• What is needed
Reply with nothing but the number of lines in the data below where the word "أحمد" occurs.

• Records excerpted from a collection

================================

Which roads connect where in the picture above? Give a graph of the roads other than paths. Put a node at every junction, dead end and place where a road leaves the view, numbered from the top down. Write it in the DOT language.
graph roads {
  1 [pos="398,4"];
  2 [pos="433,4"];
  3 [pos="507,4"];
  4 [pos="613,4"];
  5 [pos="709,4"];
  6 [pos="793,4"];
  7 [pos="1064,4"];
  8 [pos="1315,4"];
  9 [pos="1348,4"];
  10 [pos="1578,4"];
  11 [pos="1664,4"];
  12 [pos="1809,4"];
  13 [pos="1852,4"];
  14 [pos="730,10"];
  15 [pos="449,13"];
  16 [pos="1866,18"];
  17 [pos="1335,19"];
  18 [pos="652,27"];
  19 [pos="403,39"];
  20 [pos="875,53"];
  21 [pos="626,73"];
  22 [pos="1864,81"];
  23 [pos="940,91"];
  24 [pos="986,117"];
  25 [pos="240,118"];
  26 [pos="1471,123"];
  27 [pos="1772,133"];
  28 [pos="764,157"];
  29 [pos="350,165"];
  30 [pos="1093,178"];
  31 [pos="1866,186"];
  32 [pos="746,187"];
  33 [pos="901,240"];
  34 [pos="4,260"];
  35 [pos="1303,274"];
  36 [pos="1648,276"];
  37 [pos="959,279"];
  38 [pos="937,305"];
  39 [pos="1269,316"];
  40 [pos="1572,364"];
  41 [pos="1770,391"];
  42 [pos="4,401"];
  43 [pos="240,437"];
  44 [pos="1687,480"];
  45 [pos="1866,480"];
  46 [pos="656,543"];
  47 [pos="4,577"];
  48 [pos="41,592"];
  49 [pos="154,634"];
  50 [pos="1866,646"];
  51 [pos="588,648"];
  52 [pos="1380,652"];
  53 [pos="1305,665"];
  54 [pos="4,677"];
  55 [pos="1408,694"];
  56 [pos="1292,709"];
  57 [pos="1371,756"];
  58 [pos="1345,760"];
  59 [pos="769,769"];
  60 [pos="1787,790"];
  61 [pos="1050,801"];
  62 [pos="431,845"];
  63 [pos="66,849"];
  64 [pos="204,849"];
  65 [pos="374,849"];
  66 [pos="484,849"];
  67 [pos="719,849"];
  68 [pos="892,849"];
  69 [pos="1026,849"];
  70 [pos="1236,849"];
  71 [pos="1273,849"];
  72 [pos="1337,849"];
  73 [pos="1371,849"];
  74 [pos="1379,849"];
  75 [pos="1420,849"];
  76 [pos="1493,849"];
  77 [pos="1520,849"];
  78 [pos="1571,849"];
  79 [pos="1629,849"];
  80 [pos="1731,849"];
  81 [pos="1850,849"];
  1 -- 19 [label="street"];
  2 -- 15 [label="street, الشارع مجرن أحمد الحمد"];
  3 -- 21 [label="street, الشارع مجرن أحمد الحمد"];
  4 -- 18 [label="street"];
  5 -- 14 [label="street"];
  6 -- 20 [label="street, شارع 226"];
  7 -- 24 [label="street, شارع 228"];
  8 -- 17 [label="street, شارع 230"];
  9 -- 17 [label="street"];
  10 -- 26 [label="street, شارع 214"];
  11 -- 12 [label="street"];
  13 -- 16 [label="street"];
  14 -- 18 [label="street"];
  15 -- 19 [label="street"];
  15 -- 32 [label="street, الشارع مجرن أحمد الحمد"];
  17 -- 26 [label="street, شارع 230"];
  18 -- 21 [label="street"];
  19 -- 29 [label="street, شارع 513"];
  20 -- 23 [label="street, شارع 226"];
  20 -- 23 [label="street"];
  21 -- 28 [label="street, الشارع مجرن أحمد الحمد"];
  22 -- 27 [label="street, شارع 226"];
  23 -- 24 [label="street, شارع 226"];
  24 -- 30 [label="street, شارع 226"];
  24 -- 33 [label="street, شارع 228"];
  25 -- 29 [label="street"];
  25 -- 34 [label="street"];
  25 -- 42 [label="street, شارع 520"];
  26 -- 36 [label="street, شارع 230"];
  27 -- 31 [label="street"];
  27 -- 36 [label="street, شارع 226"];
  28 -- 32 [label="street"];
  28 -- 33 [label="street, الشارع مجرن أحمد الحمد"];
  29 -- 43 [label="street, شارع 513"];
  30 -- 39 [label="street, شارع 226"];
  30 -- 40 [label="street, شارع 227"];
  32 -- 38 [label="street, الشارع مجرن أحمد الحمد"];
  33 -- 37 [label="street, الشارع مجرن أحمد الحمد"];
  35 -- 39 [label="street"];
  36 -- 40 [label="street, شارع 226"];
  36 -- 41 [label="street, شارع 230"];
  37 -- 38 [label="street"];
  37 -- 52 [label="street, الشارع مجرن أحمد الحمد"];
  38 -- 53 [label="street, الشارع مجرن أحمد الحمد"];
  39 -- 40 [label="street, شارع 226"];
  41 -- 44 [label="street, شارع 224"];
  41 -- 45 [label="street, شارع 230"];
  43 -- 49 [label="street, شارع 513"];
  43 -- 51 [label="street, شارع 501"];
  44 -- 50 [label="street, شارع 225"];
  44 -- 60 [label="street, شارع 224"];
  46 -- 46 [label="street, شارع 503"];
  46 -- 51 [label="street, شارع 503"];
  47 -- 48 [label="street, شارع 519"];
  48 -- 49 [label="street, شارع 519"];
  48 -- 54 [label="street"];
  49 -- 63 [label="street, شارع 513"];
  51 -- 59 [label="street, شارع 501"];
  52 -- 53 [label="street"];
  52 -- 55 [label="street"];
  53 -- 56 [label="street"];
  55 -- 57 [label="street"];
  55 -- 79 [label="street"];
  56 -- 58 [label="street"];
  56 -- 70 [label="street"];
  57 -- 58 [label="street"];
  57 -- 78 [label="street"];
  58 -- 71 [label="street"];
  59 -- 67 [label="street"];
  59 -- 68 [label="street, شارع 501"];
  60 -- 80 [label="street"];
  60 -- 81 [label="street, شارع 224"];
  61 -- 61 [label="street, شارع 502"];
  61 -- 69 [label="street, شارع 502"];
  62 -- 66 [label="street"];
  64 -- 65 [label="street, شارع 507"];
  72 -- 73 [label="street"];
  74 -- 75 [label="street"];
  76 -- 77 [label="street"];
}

================================

• Your response
9